The Apium P220 is an industrial 3D printer recommended for use with high-performance polymers including PEEK, carbon fiber reinforced PEEK, POM-C, PVDF, and PEI 9085. A functional, robust and highly resistant part output, the system has been a forerunner for Germany’s Apium Additive Technologies GmbH since the beginning of 2017.
In a visit to Heidelberger Druckmaschinen AG, Apium’s production partner, 3D Printing Industry engineers assessed the abilities of this compact industrial 3D printer, identifying the company’s expertise working with high-temperature polymers.
On purchase of an Apium P220 3D printer, customers are offered the choice of two levels of training to gain familiarity with the system, and 3D printing with PEEK/other high-performance polymers. In Basic Training, the customer follows a one day course with the Apium team, and Advanced Training spans two days. Given the opportunity to compare the two options our engineering team recommends Advanced Training, with Basic Training perhaps better serving PEEK specialists or teams already in possession of a high-performance polymer 3D printer.

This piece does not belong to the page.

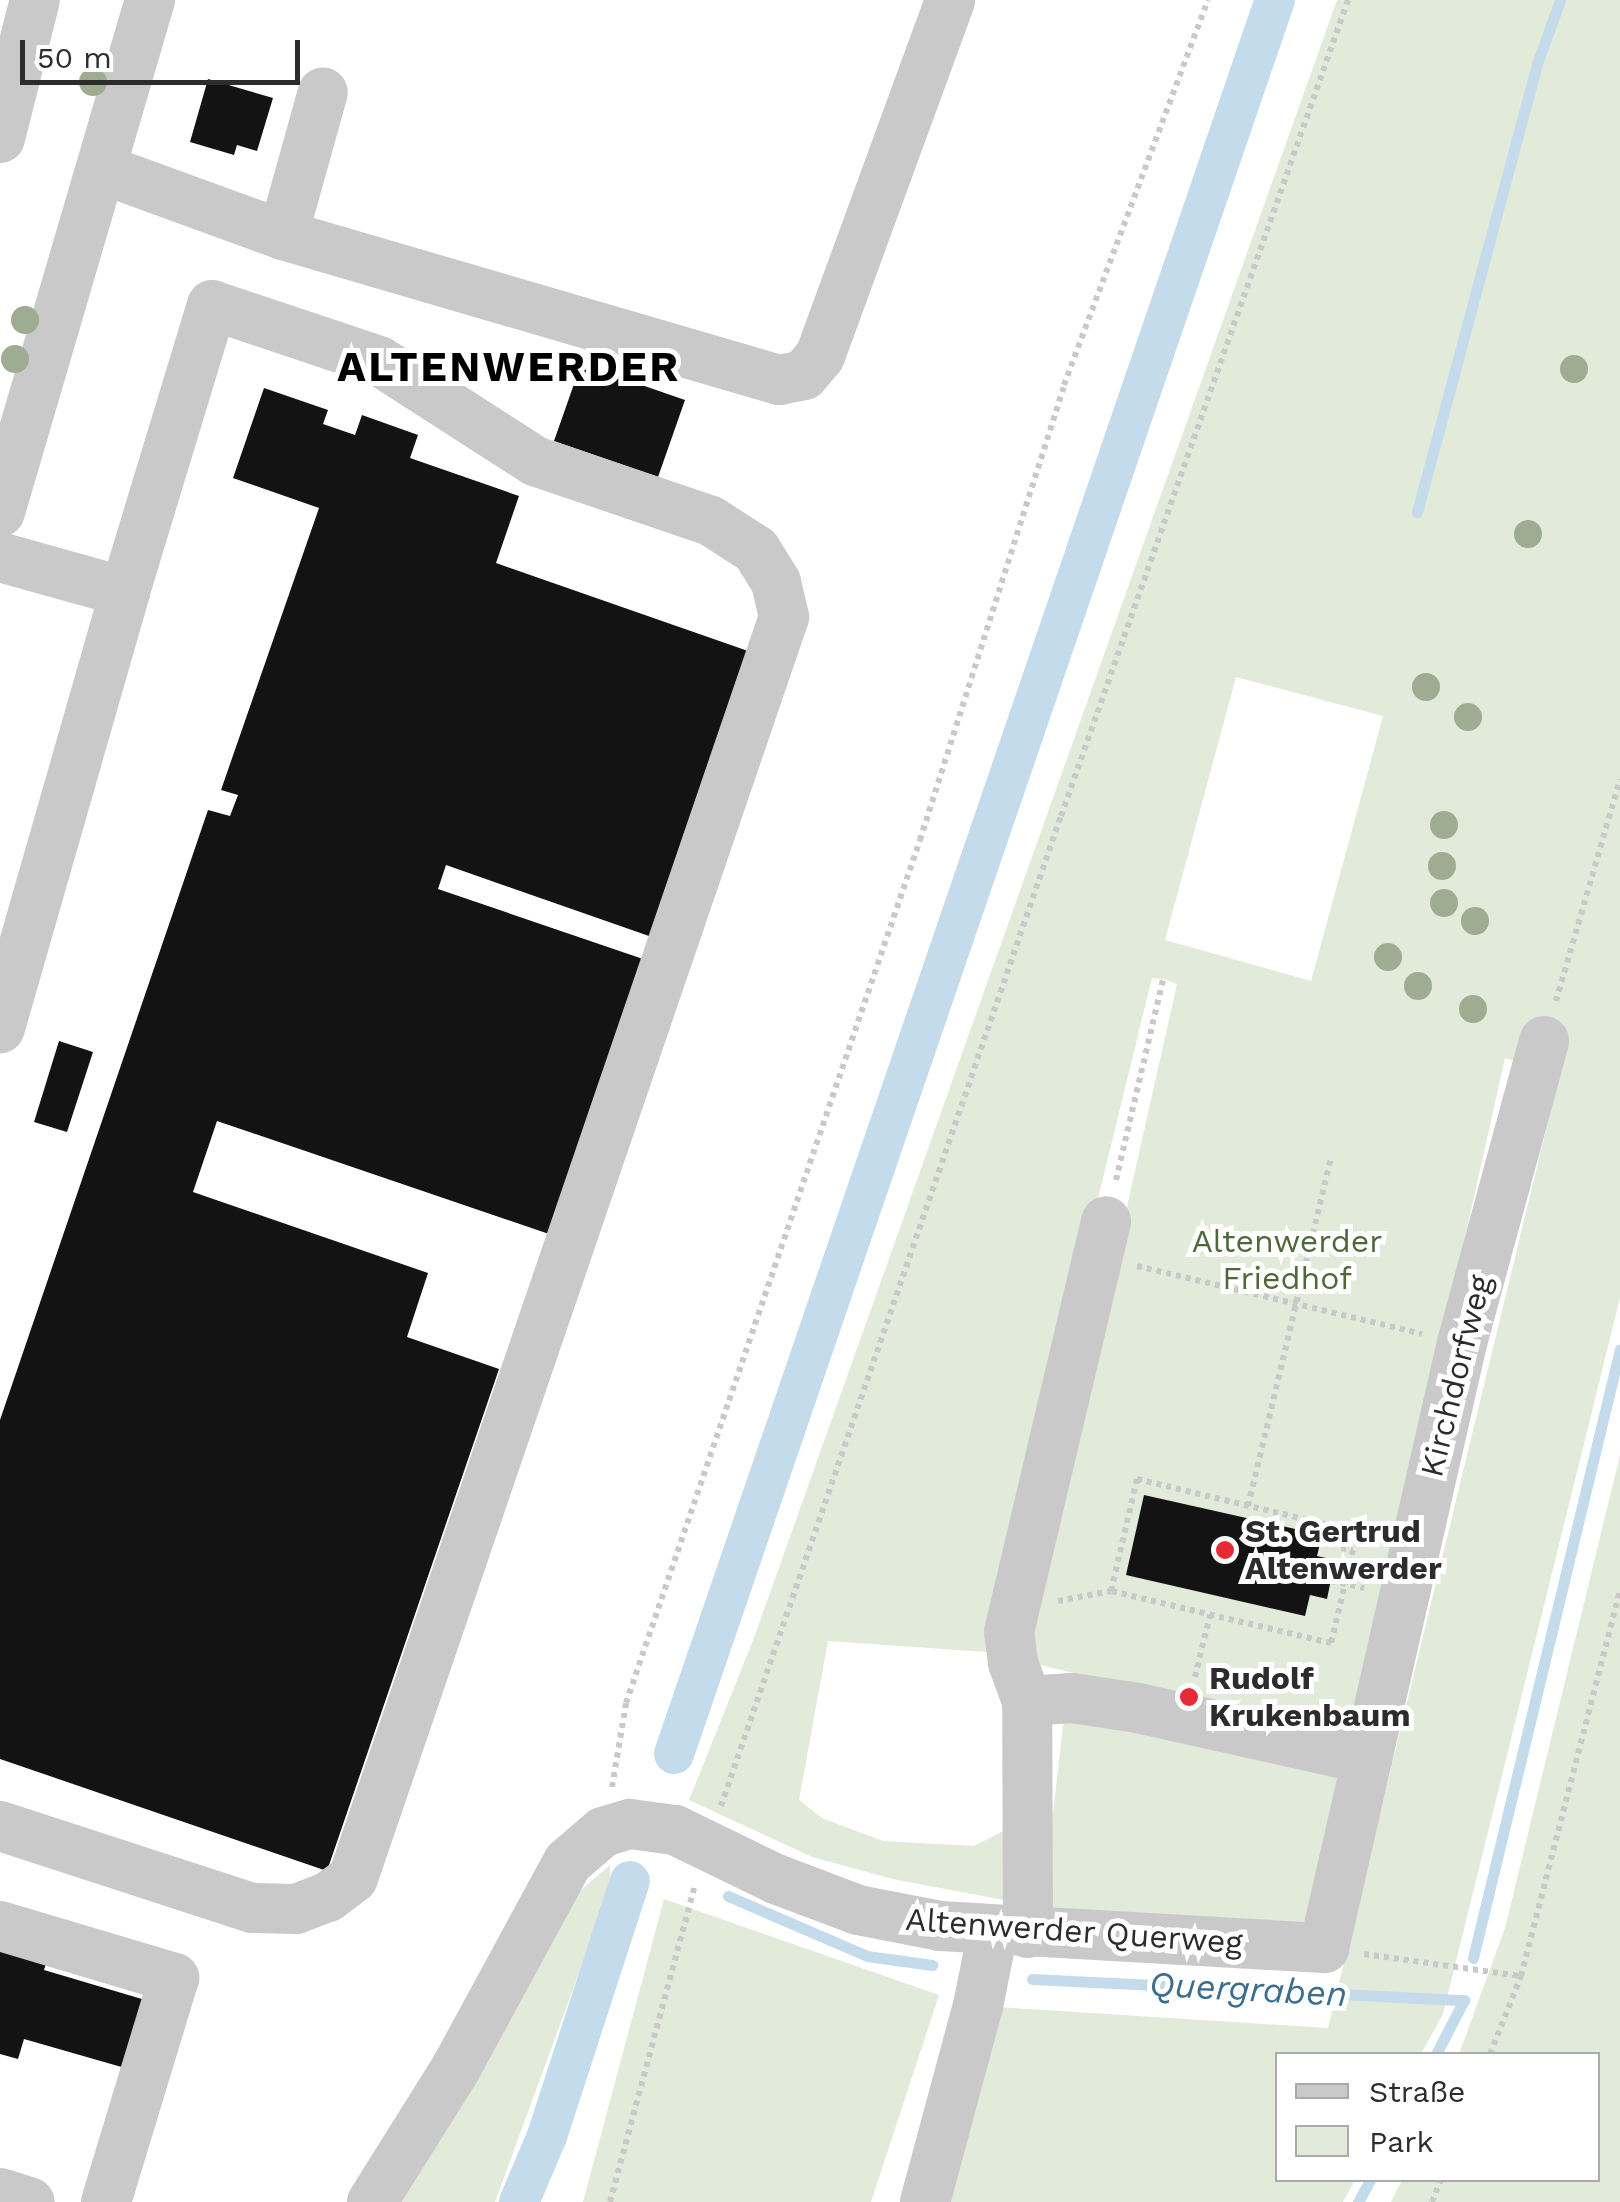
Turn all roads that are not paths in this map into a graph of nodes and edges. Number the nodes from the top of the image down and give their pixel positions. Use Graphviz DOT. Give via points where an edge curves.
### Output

A large portion of Apium’s training focuses on design for additive manufacturing (DfAM) specifically when using such high-end materials. It also addresses the challenges in 3D printing these demanding polymers. Slicer training is conducted in Simplify3D.
For post training – the Apium P220 is supported by a clear instruction manual, complete with a list of FAQs, maintenance recommendations and common troubleshooting.
As the P220 was already set up on our arrival at the production facility, we were instead given a demo of the machine’s setup. Customers are guided through the whole process on the 3D printer’s screen. Each step is explained clearly and easy to follow. WiFi setup using a serial number worked seamlessly. Material selection and the loading process was also easy to understand.
Bed leveling on the P220 is, at present, a semi-automated process. With 3 registered positions, users can manually adjust the height of the bed using 3 knobs, guided again by the 3D printer’s screen and relevant points in the user manual. The company recommends that the customer repeat this process two-three times to achieve optimal positioning. Understandably, this takes a significant amount of time but it is a small expense when preparing to work with such challenging materials.